Both my children were born through Caesarean section. In those days sonography was not that prevalent. It was only after the child was born that the nurse would announce if it was a boy or girl.

When I got pregnant again ten years after the birth of my daughter, the ladies of the neighborhood tried to guess the sex of the baby by the shape of my belly, the color of my face, and whether I was craving sweet or salty food. Since my first child was a girl, they were hoping for a boy this time. My mother had already told my doctor that girl or boy, my tubes were to be tied after the delivery.

This was 1982. Holi was on the 10th of March that year. My due date was the 20th, but the doctor was worried that if I went into labor on the 10th, it might be difficult to arrange for the operation. So the surgery was scheduled on the 8th.

I was admitted to the Woodlands Nursing Home in Calcutta. On 8th March, at 10 a.m., when the doctor saw the sex of the baby after the operation, she sent the nurse running outside.

“It’s a girl! Do you still want to do the tubal ligation?”

My mother replied, “A gift from Waheguru! Tell the doctor to go ahead with the operation.”

The nurse left and returned a couple of minutes later.

“I don’t think you heard me correctly. The doctor said, it’s a girl, do you still want to do the ligation?”

This time my mother said sternly, “I care about the life of my daughter. How many times do I have to tell you to go ahead?”

She continued to fume. “This is the limit! That delicate girl is lying on the operating table with her stomach cut open and they’re wasting time sending messages – she must have lost so much blood. That’s why I said I didn’t want the surgery to be done by a Rajasthani doctor, they don’t feel complete without sons, you’d think boys were born with angel wings…”

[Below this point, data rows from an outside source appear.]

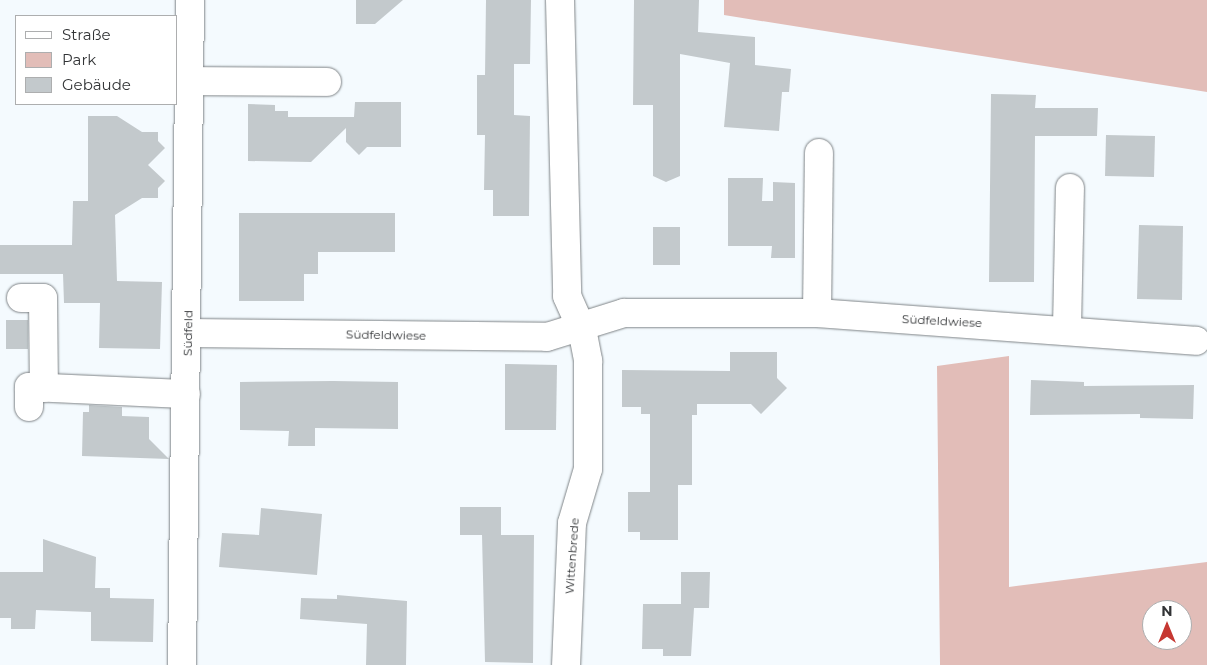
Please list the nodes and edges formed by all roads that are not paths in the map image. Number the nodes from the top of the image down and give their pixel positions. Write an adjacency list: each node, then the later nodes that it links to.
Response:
1 (190, 0): 3 (street, Südfeld)
2 (560, 0): 10 (street)
3 (190, 81): 4 (street); 11 (street, Südfeld)
4 (327, 82)
5 (819, 154): 8 (street)
6 (1070, 188): 9 (street)
7 (21, 298): 13 (street)
8 (817, 313): 9 (street, Südfeldwiese); 10 (street, Südfeldwiese)
9 (1067, 328): 12 (street, Südfeldwiese)
10 (582, 329): 11 (street, Südfeldwiese); 15 (street, Wittenbrede)
11 (188, 333): 13 (street, Südfeld)
12 (1196, 341)
13 (186, 394): 14 (street, Südfeld)
14 (182, 665)
15 (566, 665)

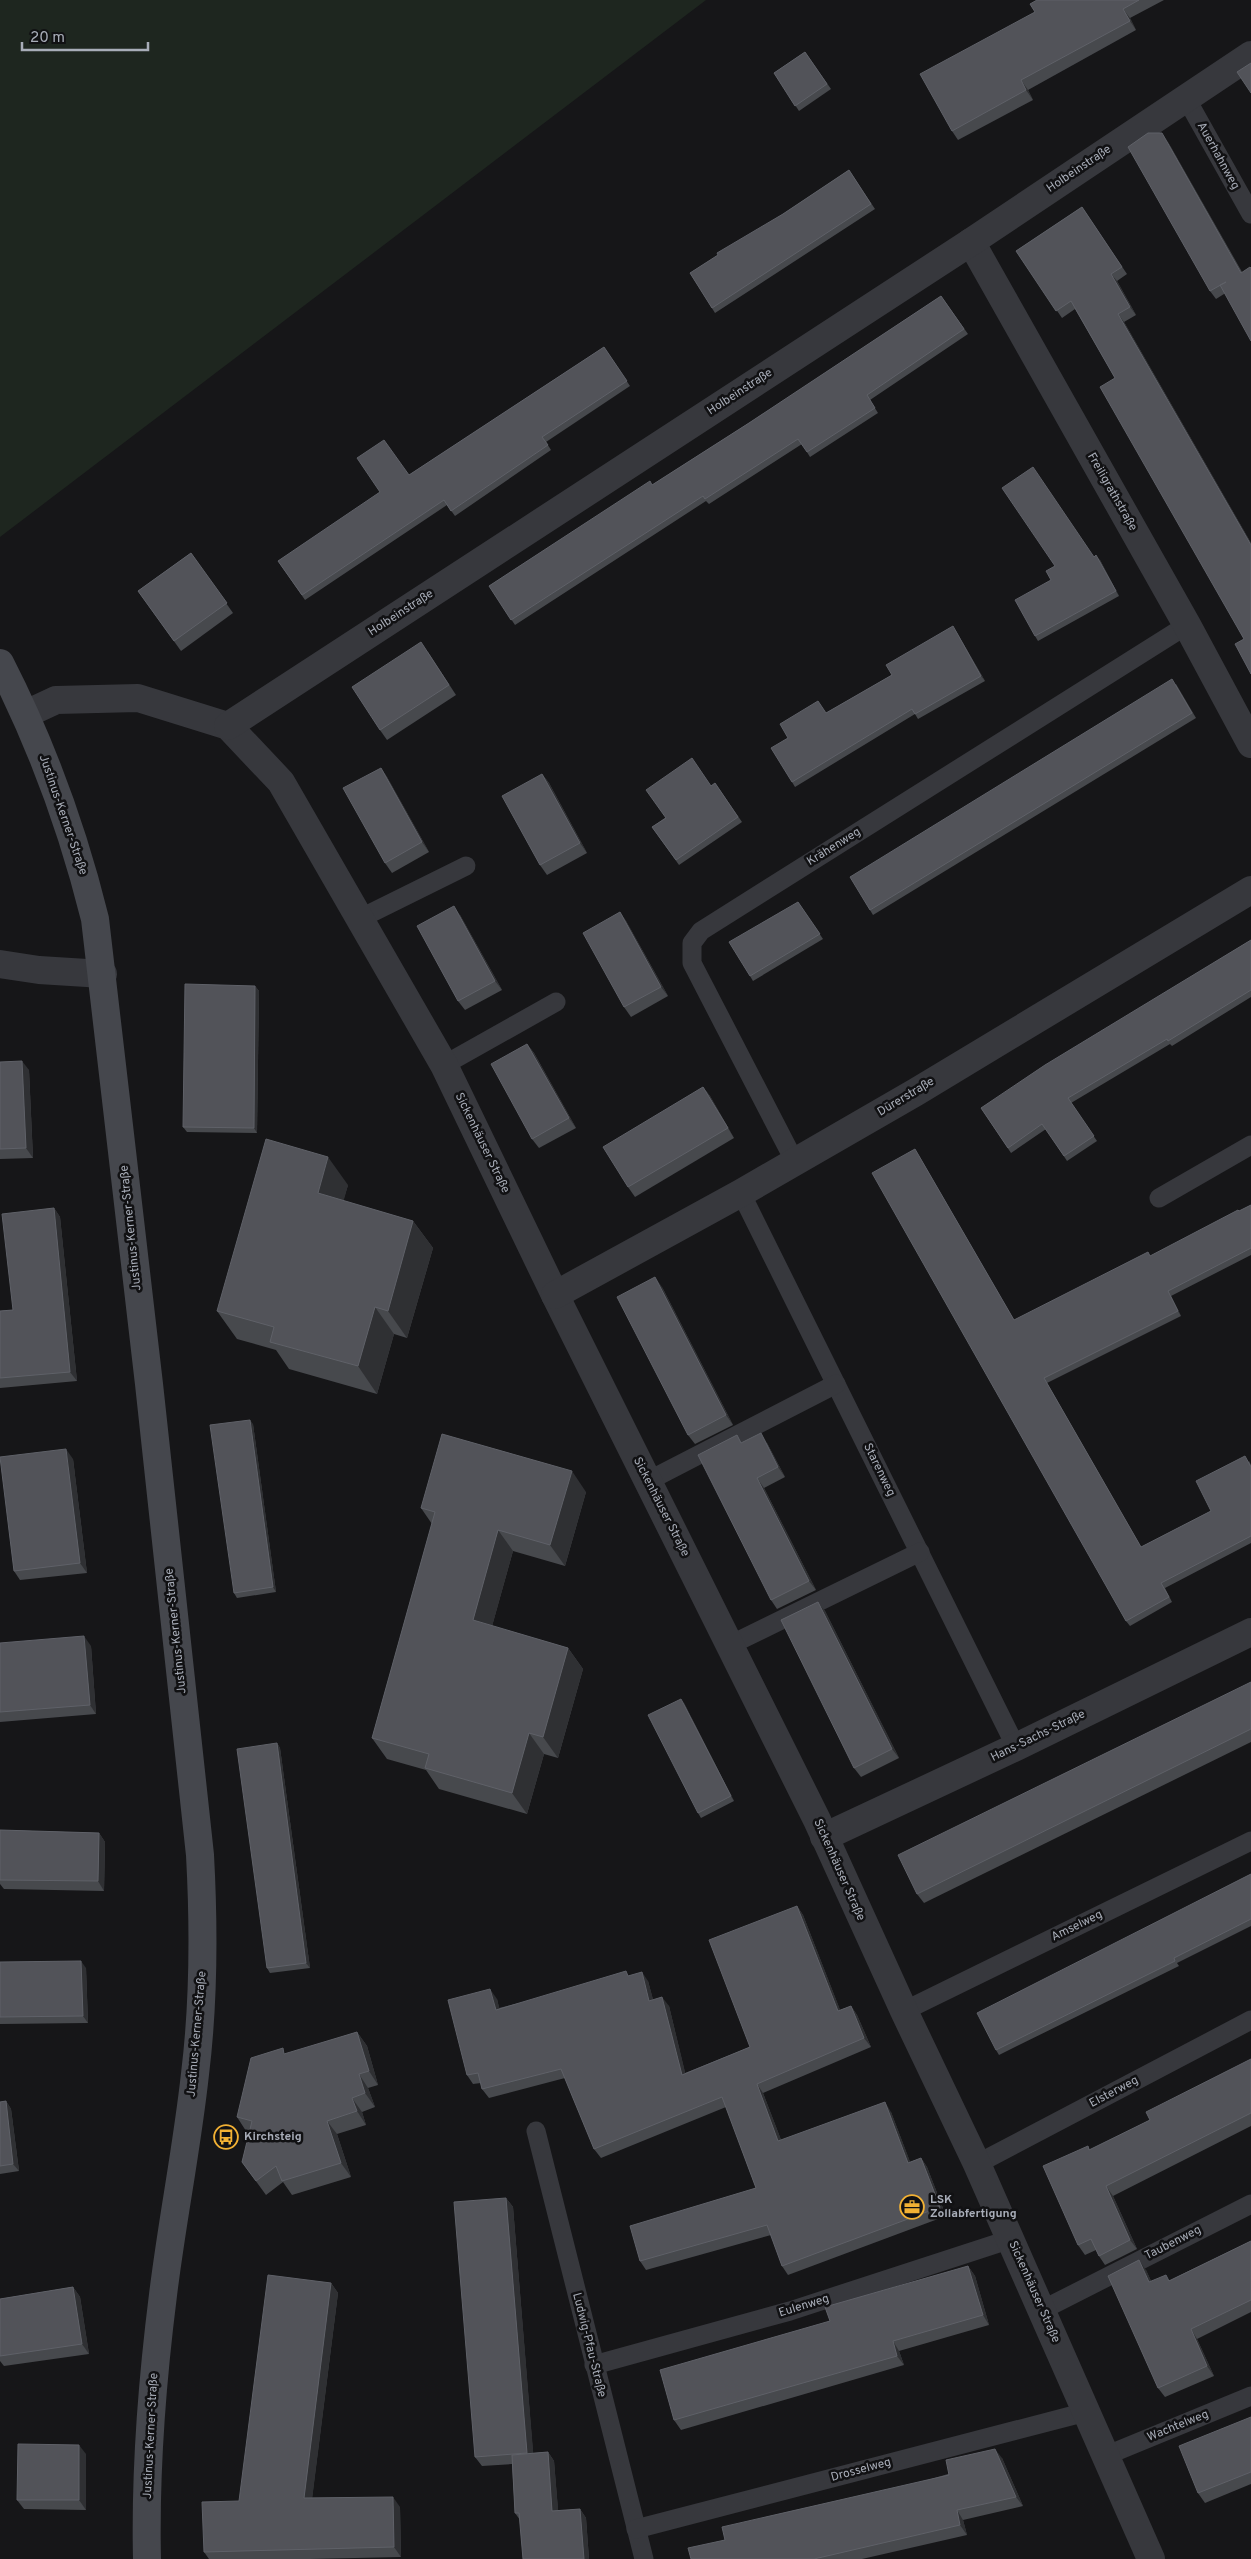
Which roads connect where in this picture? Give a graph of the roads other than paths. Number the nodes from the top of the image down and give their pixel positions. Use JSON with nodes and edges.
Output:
{"nodes":[{"id":1,"x":1251,"y":54,"type":"edge"},
{"id":2,"x":1186,"y":98,"type":"junction"},
{"id":3,"x":1251,"y":214,"type":"edge"},
{"id":4,"x":970,"y":242,"type":"junction"},
{"id":5,"x":1188,"y":625,"type":"junction"},
{"id":6,"x":0,"y":663,"type":"edge"},
{"id":7,"x":26,"y":714,"type":"junction"},
{"id":8,"x":228,"y":726,"type":"junction"},
{"id":9,"x":1251,"y":744,"type":"edge"},
{"id":10,"x":466,"y":866,"type":"dead end"},
{"id":11,"x":1251,"y":890,"type":"edge"},
{"id":12,"x":360,"y":919,"type":"junction"},
{"id":13,"x":0,"y":964,"type":"edge"},
{"id":14,"x":103,"y":974,"type":"junction"},
{"id":15,"x":556,"y":1002,"type":"dead end"},
{"id":16,"x":444,"y":1066,"type":"junction"},
{"id":17,"x":1251,"y":1145,"type":"edge"},
{"id":18,"x":795,"y":1162,"type":"junction"},
{"id":19,"x":741,"y":1193,"type":"junction"},
{"id":20,"x":1160,"y":1198,"type":"dead end"},
{"id":21,"x":555,"y":1295,"type":"junction"},
{"id":22,"x":836,"y":1384,"type":"junction"},
{"id":23,"x":648,"y":1482,"type":"junction"},
{"id":24,"x":920,"y":1552,"type":"junction"},
{"id":25,"x":1251,"y":1632,"type":"edge"},
{"id":26,"x":730,"y":1645,"type":"junction"},
{"id":27,"x":1016,"y":1747,"type":"junction"},
{"id":28,"x":824,"y":1837,"type":"junction"},
{"id":29,"x":1251,"y":1840,"type":"edge"},
{"id":30,"x":904,"y":2011,"type":"junction"},
{"id":31,"x":1251,"y":2020,"type":"edge"},
{"id":32,"x":536,"y":2131,"type":"dead end"},
{"id":33,"x":977,"y":2164,"type":"junction"},
{"id":34,"x":1251,"y":2204,"type":"edge"},
{"id":35,"x":1011,"y":2239,"type":"junction"},
{"id":36,"x":1042,"y":2310,"type":"junction"},
{"id":37,"x":594,"y":2365,"type":"junction"},
{"id":38,"x":1251,"y":2396,"type":"edge"},
{"id":39,"x":1086,"y":2412,"type":"junction"},
{"id":40,"x":1106,"y":2456,"type":"junction"},
{"id":41,"x":636,"y":2529,"type":"junction"},
{"id":42,"x":146,"y":2559,"type":"edge"},
{"id":43,"x":644,"y":2559,"type":"edge"},
{"id":44,"x":1151,"y":2559,"type":"edge"}],
"edges":[{"from":1,"to":2,"type":"street","name":"Holbeinstraße"},
{"from":2,"to":3,"type":"lane","name":"Auerhahnweg"},
{"from":2,"to":4,"type":"street","name":"Holbeinstraße"},
{"from":4,"to":5,"type":"street","name":"Freiligrathstraße"},
{"from":4,"to":8,"type":"street","name":"Holbeinstraße"},
{"from":5,"to":9,"type":"street","name":"Freiligrathstraße"},
{"from":5,"to":18,"type":"lane","name":"Krähenweg"},
{"from":6,"to":7,"type":"street"},
{"from":7,"to":8,"type":"street","name":"Sickenhäuser Straße"},
{"from":7,"to":14,"type":"street","name":"Justinus-Kerner-Straße"},
{"from":8,"to":12,"type":"street","name":"Sickenhäuser Straße"},
{"from":10,"to":12,"type":"lane"},
{"from":11,"to":18,"type":"street","name":"Dürerstraße"},
{"from":12,"to":16,"type":"street","name":"Sickenhäuser Straße"},
{"from":13,"to":14,"type":"street"},
{"from":14,"to":42,"type":"street","name":"Justinus-Kerner-Straße"},
{"from":15,"to":16,"type":"lane"},
{"from":16,"to":21,"type":"street","name":"Sickenhäuser Straße"},
{"from":17,"to":20,"type":"lane"},
{"from":18,"to":19,"type":"street","name":"Dürerstraße"},
{"from":19,"to":21,"type":"street","name":"Dürerstraße"},
{"from":19,"to":22,"type":"lane","name":"Starenweg"},
{"from":21,"to":23,"type":"street","name":"Sickenhäuser Straße"},
{"from":22,"to":23,"type":"lane"},
{"from":22,"to":24,"type":"lane","name":"Starenweg"},
{"from":23,"to":26,"type":"street","name":"Sickenhäuser Straße"},
{"from":24,"to":26,"type":"lane"},
{"from":24,"to":27,"type":"lane","name":"Starenweg"},
{"from":25,"to":27,"type":"street","name":"Hans-Sachs-Straße"},
{"from":26,"to":28,"type":"street","name":"Sickenhäuser Straße"},
{"from":27,"to":28,"type":"street","name":"Hans-Sachs-Straße"},
{"from":28,"to":30,"type":"street","name":"Sickenhäuser Straße"},
{"from":29,"to":30,"type":"lane","name":"Amselweg"},
{"from":30,"to":33,"type":"street","name":"Sickenhäuser Straße"},
{"from":31,"to":33,"type":"lane","name":"Elsterweg"},
{"from":32,"to":37,"type":"lane","name":"Ludwig-Pfau-Straße"},
{"from":33,"to":35,"type":"street","name":"Sickenhäuser Straße"},
{"from":34,"to":36,"type":"lane","name":"Taubenweg"},
{"from":35,"to":36,"type":"street","name":"Sickenhäuser Straße"},
{"from":35,"to":37,"type":"lane","name":"Eulenweg"},
{"from":36,"to":39,"type":"street","name":"Sickenhäuser Straße"},
{"from":37,"to":41,"type":"lane","name":"Ludwig-Pfau-Straße"},
{"from":38,"to":40,"type":"lane","name":"Wachtelweg"},
{"from":39,"to":40,"type":"street","name":"Sickenhäuser Straße"},
{"from":39,"to":41,"type":"lane","name":"Drosselweg"},
{"from":40,"to":44,"type":"street","name":"Sickenhäuser Straße"},
{"from":41,"to":43,"type":"lane","name":"Ludwig-Pfau-Straße"}]}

The third day after the delivery, when the nurse took me to the bathroom to brush, I fell down in a dead faint. The hemoglobin test showed 5.6. When the doctor saw the results, she couldn’t believe it and had the test repeated. This time it was 4.8. In the ensuing panic I was administered an intravenous iron solution, but I had an immediate reaction to it and began shivering with chills. Then I was given two bottles of blood. I still had complications and was able to leave the hospital only after 17 days.

The day I left the hospital with my daughter, my weight was 38 kilos and my daughter was 4.75 pounds. Ma was relieved that we had both reached home safely.

We all have such mothers and aunts in our family trees who did not think any less of women, who wanted to have daughters despite the prevailing sentiment and social norms that devalued women, who understood the importance of girls and treated them like they were special.

When I was going through a very tough time in my life, it was this very daughter who stood before me and with me like a suit of armor and helped me stand up again by holding my hand. She is my strength, my support, my therapist.

Last year she turned 40. Life’s challenges have made her strong.

In life, every disaster, every deception, every betrayal, first causes trauma, then it becomes the basis on which you stand tall. It gives you courage and makes you strong.